An Expert in Combining Cybersecurity Components
Another type of a cybersecurity expert is a person who is able to piece together components from various security domains into a cohesive entity, be it a solution to a particular problem or an overall security program. This type of an expert is sometimes called an architect, as he or she is able to design a greater whole from the individual building blocks.
Security architecture could be listed as one of security domains. Yet, I see it as an overarching skill that typically stems from the experience of succeeding and failing at integrating security controls with each other. In the best case, such expertise is paired with the business savvy I mentioned above.
One perspective on expertise, described by Dr. Ericsson, is that experts “acquire a larger number of more complex patterns and use these new patterns to store knowledge about which actions should be taken in similar situations.” This, in my mind, is the key characteristic of an expert security architect.
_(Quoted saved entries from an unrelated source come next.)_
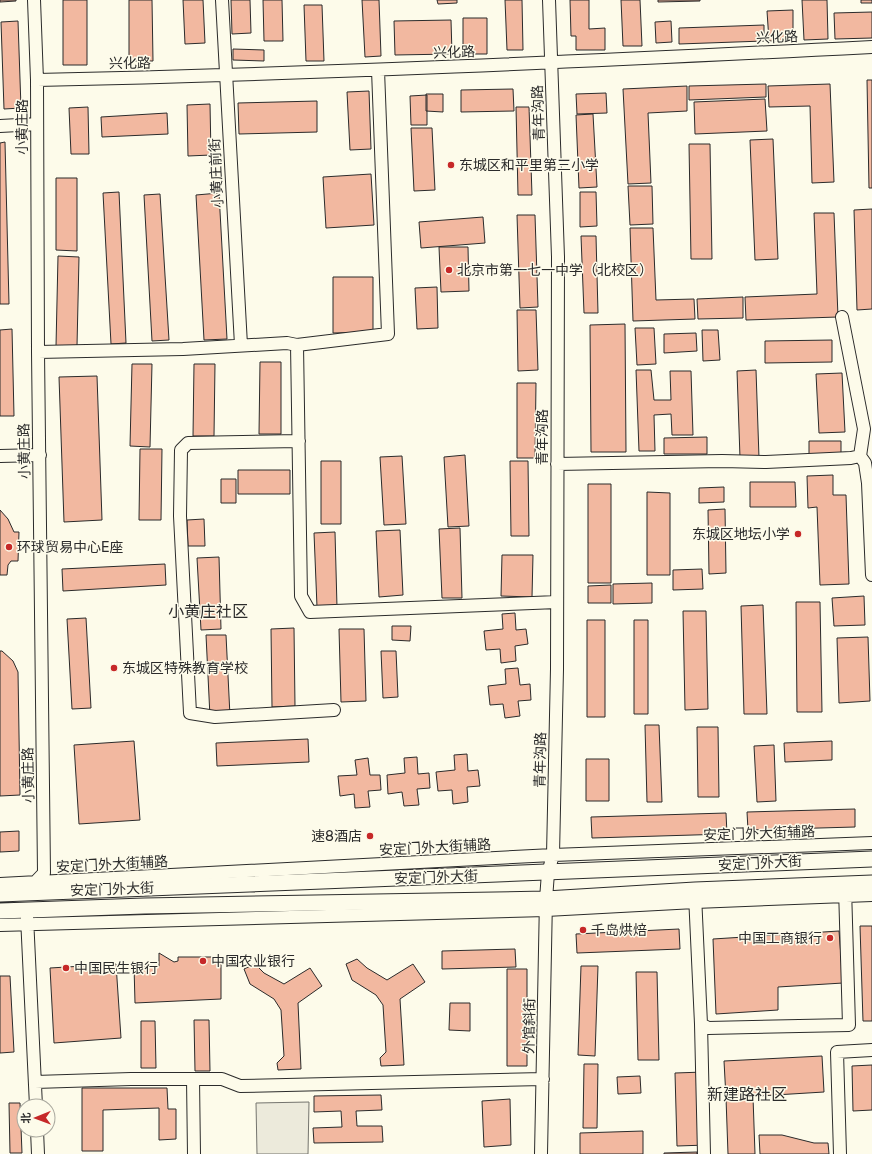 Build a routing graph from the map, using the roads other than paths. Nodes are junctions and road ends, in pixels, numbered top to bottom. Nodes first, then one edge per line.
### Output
1 (34, 0) edge
2 (222, 0) edge
3 (549, 0) edge
4 (872, 47) edge
5 (551, 63) junction
6 (378, 70) junction
7 (225, 76) junction
8 (37, 80) junction
9 (37, 124) junction
10 (0, 126) edge
11 (842, 317) dead end
12 (297, 344) junction
13 (241, 345) junction
14 (38, 352) junction
15 (299, 441) junction
16 (40, 455) junction
17 (0, 456) edge
18 (860, 456) junction
19 (557, 464) junction
20 (872, 575) edge
21 (557, 602) junction
22 (334, 710) dead end
23 (872, 843) edge
24 (627, 854) junction
25 (553, 855) junction
26 (872, 859) edge
27 (648, 869) junction
28 (548, 873) junction
29 (872, 883) edge
30 (0, 884) edge
31 (30, 888) junction
32 (845, 890) junction
33 (0, 894) edge
34 (872, 895) edge
35 (695, 896) junction
36 (546, 904) junction
37 (0, 911) edge
38 (27, 917) junction
39 (0, 925) edge
40 (701, 1024) junction
41 (872, 1050) edge
42 (193, 1079) junction
43 (543, 1079) junction
44 (35, 1082) junction
45 (36, 1098) edge
46 (37, 1138) edge
47 (38, 1154) edge
48 (194, 1154) edge
49 (541, 1154) edge
50 (704, 1154) edge
51 (840, 1154) edge

1 - 8 street, 小黄庄路
2 - 7 street, 小黄庄前街
3 - 5 street, 青年沟路
4 - 5 street, 兴化路
5 - 6 street, 兴化路
5 - 19 street, 青年沟路
6 - 7 street, 兴化路
6 - 12 street
7 - 8 street, 兴化路
7 - 13 street, 小黄庄前街
8 - 9 street, 小黄庄路
9 - 10 street
9 - 14 street, 小黄庄路
11 - 18 street
12 - 13 street
12 - 15 street
13 - 14 street
14 - 16 street, 小黄庄路
15 - 21 street
15 - 22 street
16 - 17 street
16 - 31 street, 小黄庄路
18 - 19 street
18 - 20 street
19 - 21 street, 青年沟路
21 - 25 street, 青年沟路
23 - 24 street, 安定门外大街辅路
24 - 25 street, 安定门外大街辅路
24 - 27 street
25 - 28 street, 青年沟路
25 - 31 street, 安定门外大街辅路
26 - 27 main road, 安定门外大街
27 - 28 main road, 安定门外大街
28 - 31 main road, 安定门外大街
28 - 36 street, 外馆斜街
29 - 32 main road, 安定门外大街
30 - 31 street, 安定门外大街辅路
31 - 33 main road, 安定门外大街
32 - 34 street
32 - 35 main road, 安定门外大街
32 - 40 street
35 - 36 main road, 安定门外大街
35 - 40 street
36 - 38 main road, 安定门外大街
36 - 43 street, 外馆斜街
37 - 38 main road, 安定门外大街
38 - 39 street
38 - 44 street
40 - 50 street
41 - 51 street
42 - 43 street
42 - 44 street
42 - 48 street
43 - 49 street, 外馆斜街
44 - 45 street
46 - 47 street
It's easy to mistake an expert security architect for a generalist, because such a person might no longer have in-depth expertise in any one of security domains.
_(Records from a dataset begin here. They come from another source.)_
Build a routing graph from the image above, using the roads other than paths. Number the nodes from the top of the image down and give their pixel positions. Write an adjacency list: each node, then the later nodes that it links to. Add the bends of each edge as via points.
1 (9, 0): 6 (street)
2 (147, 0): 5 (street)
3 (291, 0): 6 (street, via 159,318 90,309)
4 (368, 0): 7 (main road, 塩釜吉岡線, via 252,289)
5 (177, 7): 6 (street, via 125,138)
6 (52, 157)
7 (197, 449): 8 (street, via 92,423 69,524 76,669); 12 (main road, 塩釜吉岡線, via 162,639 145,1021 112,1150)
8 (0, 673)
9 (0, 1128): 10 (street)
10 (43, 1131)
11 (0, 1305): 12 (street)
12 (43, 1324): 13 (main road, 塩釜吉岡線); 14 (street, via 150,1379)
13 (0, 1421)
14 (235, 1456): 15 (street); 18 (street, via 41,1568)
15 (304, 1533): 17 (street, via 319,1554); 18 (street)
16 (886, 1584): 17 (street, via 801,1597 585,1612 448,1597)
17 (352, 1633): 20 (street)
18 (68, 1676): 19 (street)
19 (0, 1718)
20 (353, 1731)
Becoming a Cybersecurity Expert
A common path of progressing in an information security career involves mastering one security domain, then possibly another. The person might then find the need to obtain business expertise and also develop architecture skills. Those who achieve superior performance at one or more of these area are considered experts. Yet, like with all generalizations, this is one of many possible paths.
Becoming an expert is usually a matter of spending sufficient time on attaining the expertise. However, time alone isn't enough. Dr. Ericsson points out that:
"Most individuals who start as active professionals or as beginners in a domain change their behavior and increase their performance for a limited time until they reach an acceptable level. Beyond this point, however, further improvements appear to be unpredictable and the number of years of work and leisure experience in a domain is a poor predictor of attained performance."
Then what’s the magic ingredient? In addition to time spent practicing in the relevant field, a critical element is the extent to which the practice is deliberate, focusing on improving specific aspects of the person’s performance. This is where the individual’s education, training and apprenticeship experiences probably come into play.